My favorite article I read last week was (relevant!) “Critics, Fans, and Subjects (with Tavi Gevinson),” a great conversation between Tavi and Rayne Fisher-Quann on navigating celebrity and taking risks. Last week’s 15 things also included some kids clothing recs, the best Met Gala outfit, an insanely good cookie recipe, and more. The rec of the week was the best iPhone case (which I need badly). Last week’s podcast was about the difference between documenting your life and memorializing it. So much to think about!
Happy mother’s day 💝
Haley
I have a friend who’s spent her whole career working alongside famous people, first as a PA for a-list celebrities, then as a business partner to a-list thinkers. We were talking about the nature of fame once, which you’ve articulated so beautifully here — how lonely it is, how it warps your sense of self and worth — and I asked her if she thought anyone who aspires to the spotlight has a clear inkling of what it entails. She immediately responded, “No. No one who has any understanding of fame would ever want it.”
A few months ago, I got to go back stage at a concert for one of my favorite bands because the friend I was with is a famous comedian. He’s not someone I knew of before our friendship, but I’ve never been anywhere with him publicly where he hasn’t been stopped by fans. I asked him if he thought it’d be weird if I went up to the lead singer and said how much I loved his music. He told me not to do it, because “You can never be friends with someone who’s your fan first.” It made sense, but it also kind of shocked me— I thought about the hundreds of people I’d seen come up to him over the years, so eager for that moment of connection. It was the first time I realized that for him, there was no connection in those interactions — just the isolation of the spotlight.

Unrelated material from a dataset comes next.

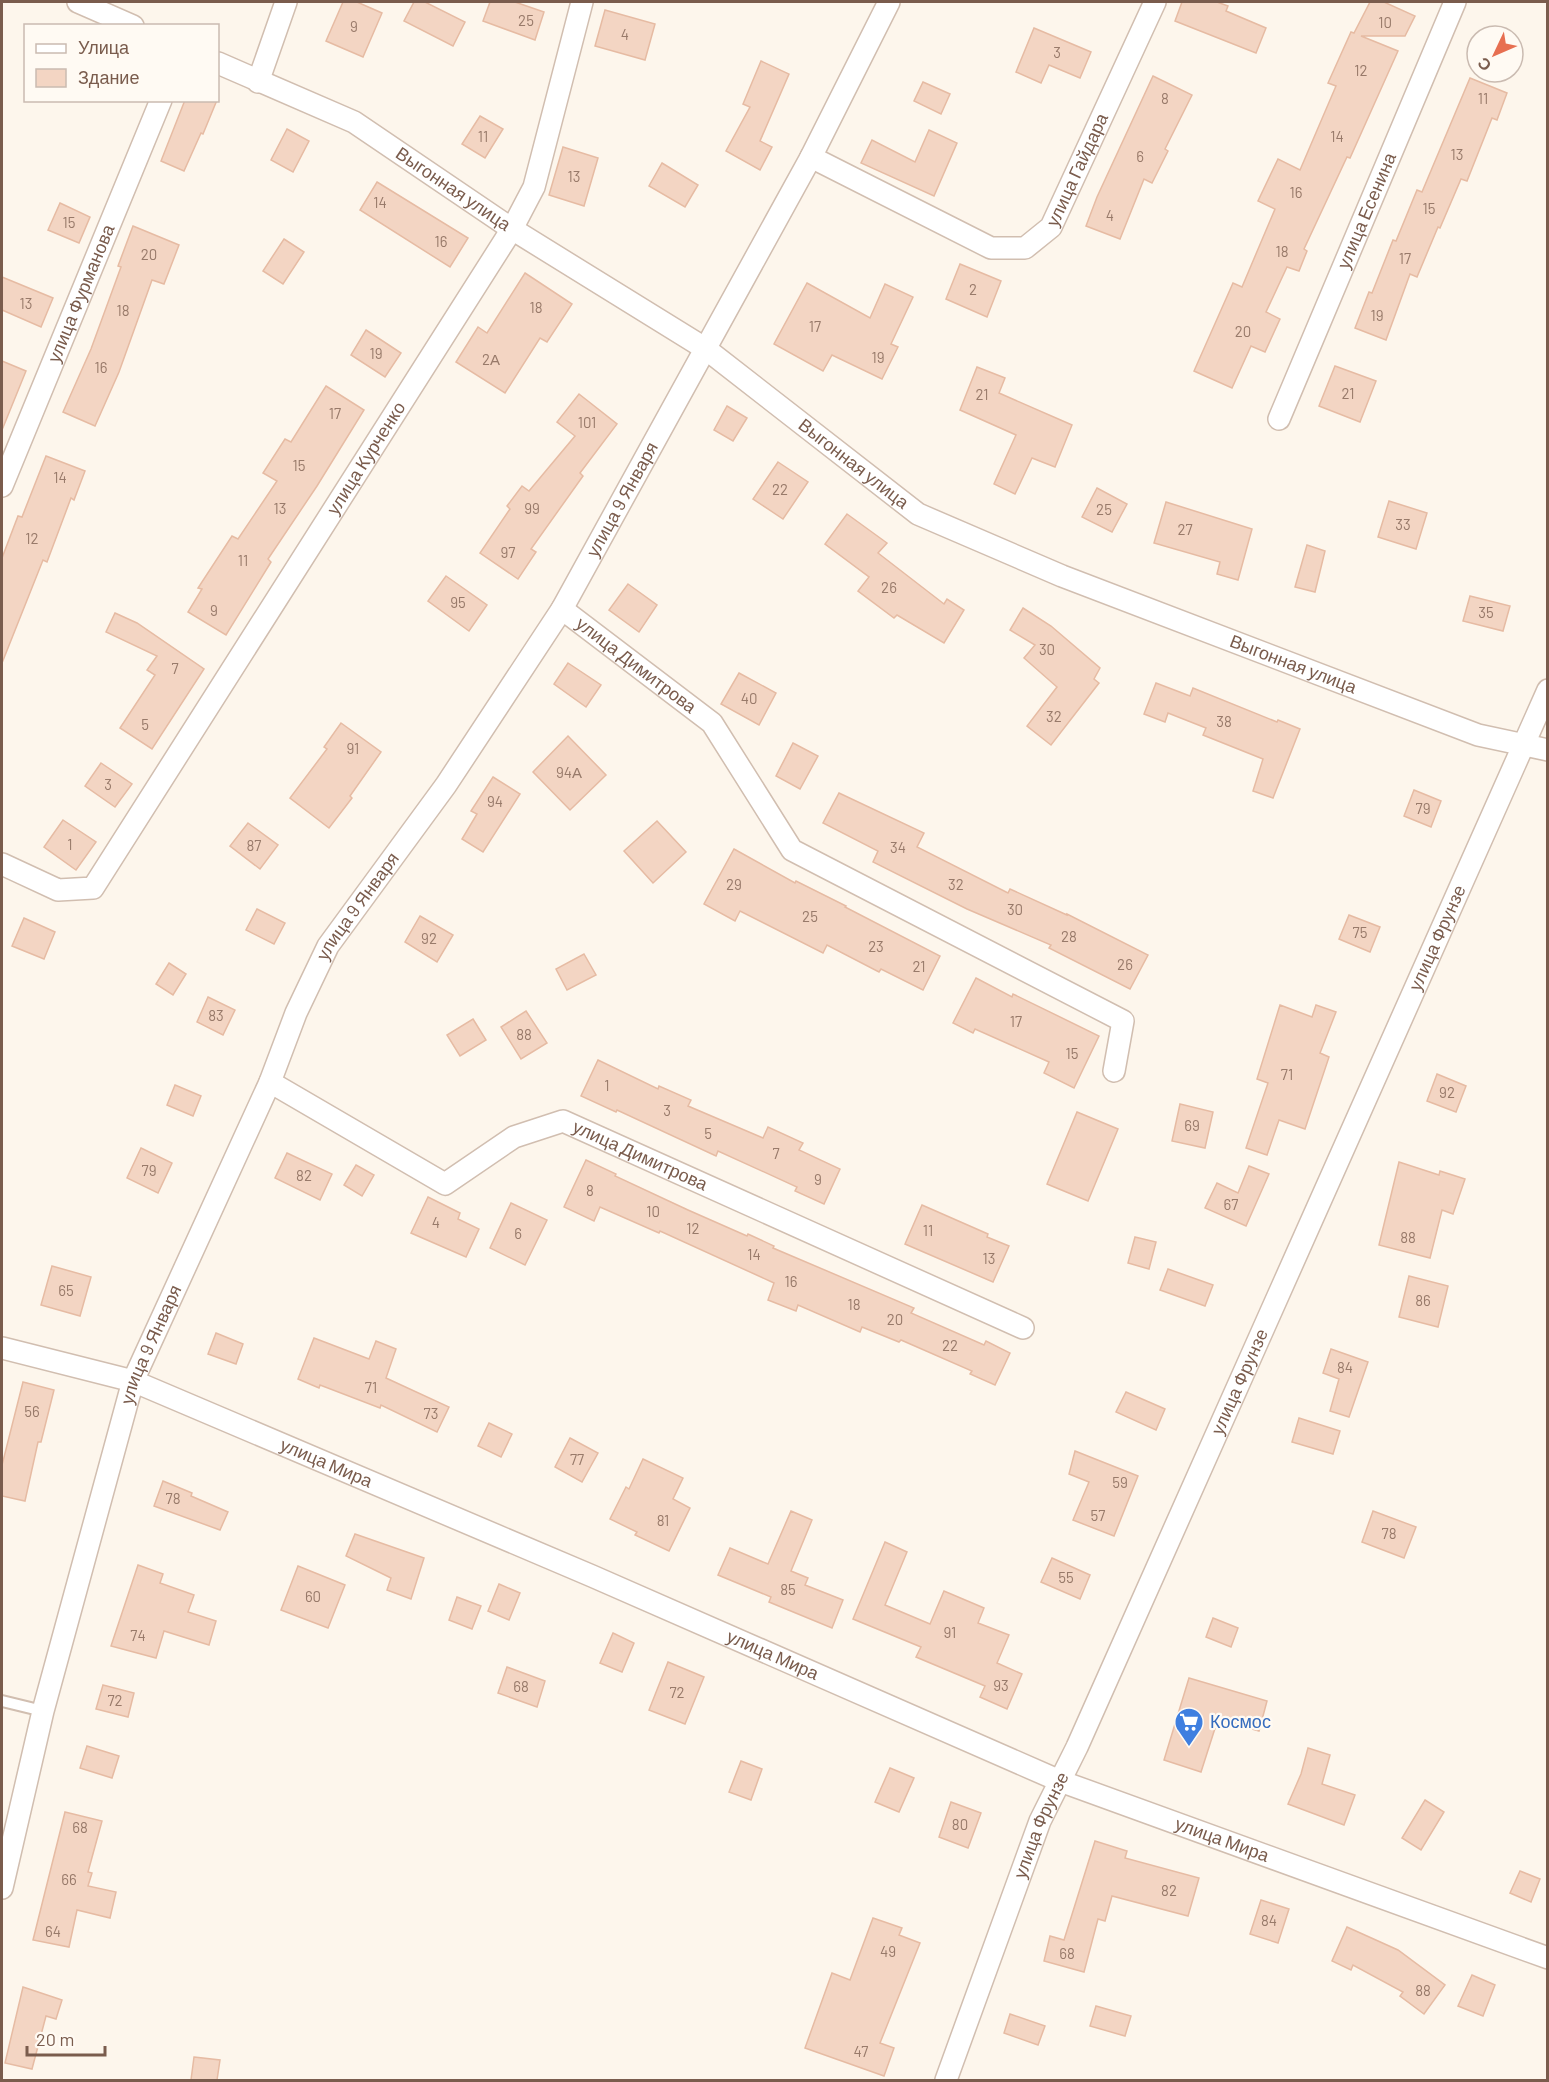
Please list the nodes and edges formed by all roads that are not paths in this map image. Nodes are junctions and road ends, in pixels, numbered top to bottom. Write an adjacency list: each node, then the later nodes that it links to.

There’s a book I tried to read once- how should a person be by Sheila heti. The prologue was so good! About fame and attention and self perception that the actual story after it couldn’t hold my attention.
“How should a person be? I sometimes wonder about it, and I can't help answering like this: a celebrity. But for all that I love celebrities, I would never move somewhere that celebrities actually exist. My hope is to live a simple life, in a simple place, where there's only one example of everything.
By a simple life, I mean a life of undying fame that I don't have to participate in. I don't want anything to change, except to be as famous as one can be, but without that changing anything. Everyone would know in their hearts that I am the most famous person alive-but not talk about it too much. And for no one to be too interested in taking my picture, for they'd all carry around in their heads an image of me that was unchanging, startling, and magnetic. No one has to know what I think, for I don't really think anything at all, and no one has to know the details of my life, for there are no good details to know. It is the quality of fame one if after here, without any of its qualities.”